A Slovak tribal chief attends Harvard Law School in order to gain the skills to save his tribe in Boldizar’s debut satire.
Muzhduk the Ugli, the Fourth, the leader of a tribe in northeastern Siberia, triumphantly defends a challenge to his chieftainship by winning the Dull-Boulder Throw. But in order to solidify his leadership status, the 300-pound Slovak must climb a mountain that’s higher than those scaled by previous chiefs, including his father. Mount Baldhead in the Verkhoyansk Range appears to be ideal, but then a group of Americans shows up there, claiming that they’ve purchased it from the Russian government. Furthermore, an attorney with a law degree from Harvard University bamboozles Muzhduk and his father into signing over tribal land.

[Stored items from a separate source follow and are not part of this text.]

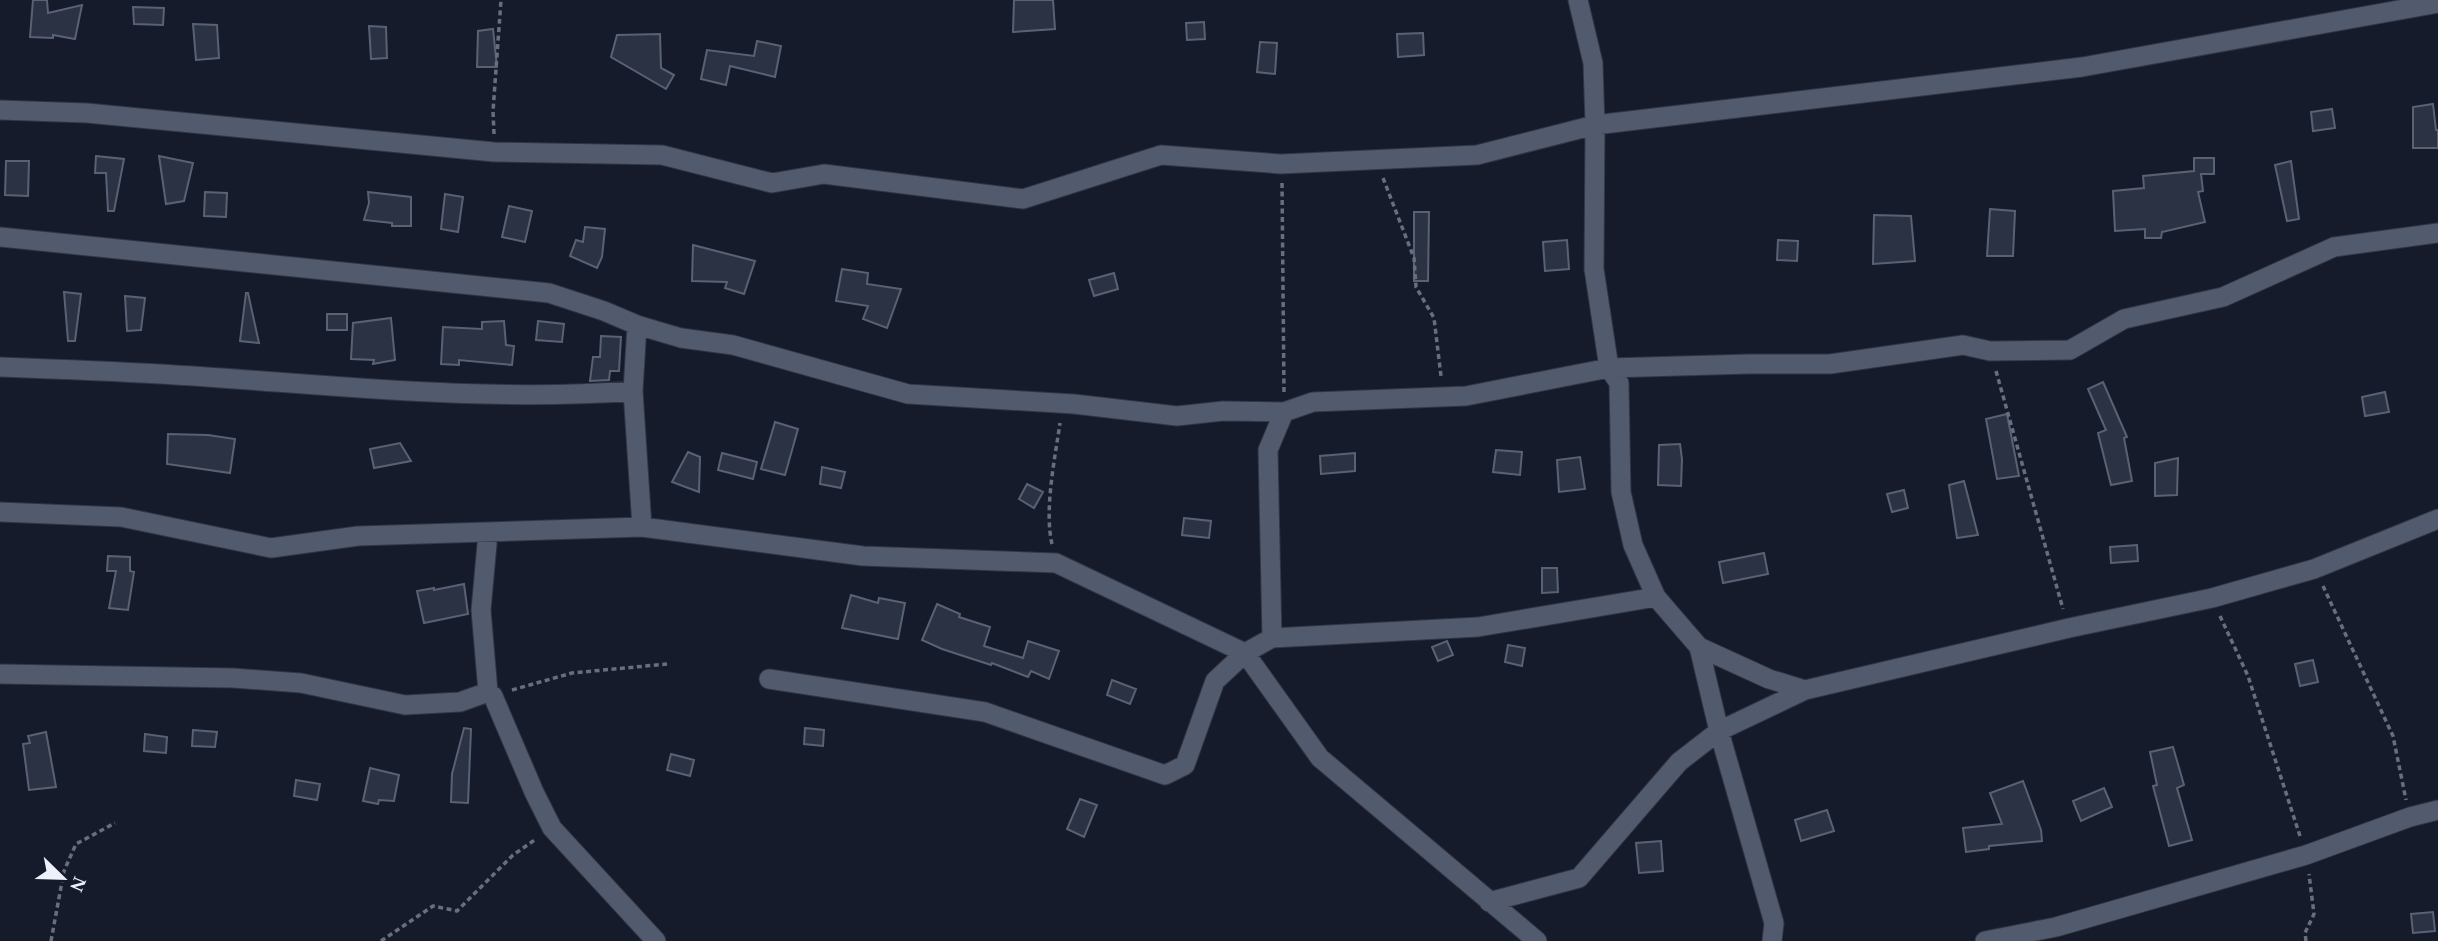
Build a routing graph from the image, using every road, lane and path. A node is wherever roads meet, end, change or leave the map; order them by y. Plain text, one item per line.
1 (501, 0) edge
2 (1578, 0) edge
3 (2437, 6) edge
4 (0, 110) edge
5 (1595, 125) junction
6 (494, 152) junction
7 (1379, 159) junction
8 (1281, 164) junction
9 (2438, 233) edge
10 (0, 237) edge
11 (637, 325) junction
12 (1990, 351) junction
13 (0, 367) edge
14 (1609, 368) junction
15 (633, 391) junction
16 (1444, 396) junction
17 (1062, 403) junction
18 (1284, 412) junction
19 (0, 512) edge
20 (2438, 519) edge
21 (642, 527) junction
22 (488, 533) junction
23 (1056, 562) junction
24 (2314, 569) junction
25 (1656, 597) junction
26 (2212, 598) junction
27 (2069, 628) junction
28 (1272, 638) junction
29 (1699, 647) junction
30 (1245, 653) junction
31 (667, 664) dead end
32 (0, 674) edge
33 (769, 679) dead end
34 (1805, 691) junction
35 (490, 694) junction
36 (1719, 731) junction
37 (2438, 810) edge
38 (2410, 817) junction
39 (115, 823) dead end
40 (552, 828) junction
41 (2306, 855) junction
42 (1489, 902) junction
43 (51, 941) edge
44 (381, 941) edge
45 (656, 941) edge
46 (1537, 941) edge
47 (1772, 941) edge
48 (1985, 941) edge
49 (2306, 941) edge

1 - 6 path
2 - 5 street
3 - 5 street
4 - 6 street
5 - 7 street
5 - 14 street
6 - 8 street
7 - 8 street
7 - 16 path
8 - 18 path
9 - 12 street
10 - 11 street
11 - 15 street
11 - 17 street
12 - 14 street
12 - 27 path
13 - 15 street
14 - 16 street
14 - 25 street
15 - 21 street
16 - 18 street
17 - 18 street
17 - 23 path
18 - 28 street
19 - 22 street
20 - 24 street
21 - 22 street
21 - 23 street
22 - 35 street
23 - 30 street
24 - 26 street
24 - 38 path
25 - 28 street
25 - 29 street
26 - 27 street
26 - 41 path
27 - 34 street
28 - 30 street
29 - 34 street
29 - 36 street
30 - 33 street
30 - 42 street
31 - 35 path
32 - 35 street
34 - 36 street
35 - 40 street
36 - 42 street
36 - 47 street
37 - 38 street
38 - 41 street
39 - 43 path
40 - 44 path
40 - 45 street
41 - 48 street
41 - 49 path
42 - 46 street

Soon, Muzhduk is intent on applying to Harvard himself, seeing it as his metaphorical mountain; specifically, he wants to gain the proper vernacular to defeat the American lawyer at his own game. Despite a perfect LSAT score, he has trouble gaining admittance to the school, but he ultimately takes the place of another student, Peggy Roundtree, who gave up her spot. A concurrent plotline follows Muzhduk in Mali, a year or so later, searching for Peggy. It appears that some governments in Africa have declared Peggy a terrorist, and after rebels kidnap her, Muzhduk seeks to help her with his newfound weapon of words. Boldizar’s lampoons of legal arguments are largely successful even if the frequent classroom discussions don’t always make sense. For example, Muzhduk makes a point about a well-known 1994 lawsuit against McDonald’s by contrasting buying hot coffee with slavery. It is, however, amusing to watch a man who’s accustomed to settling disputes physically engage in a “word-throwing battle.” The novel’s humor carries into its occasional surreal moments, such as Muzhduk’s interactions with a small, blue-furred, and possibly imaginary bear named Pooh (which the Slovak says might be a possible copyright violation). The scenes set in Mali are often tense, as the rebels feel like a genuine threat. Translated Slovak curses are sometimes offensive but consistently hilarious, such as “May your mother recognize you in kebab meat.”
A bizarre but delightful sendup of illogical arguments.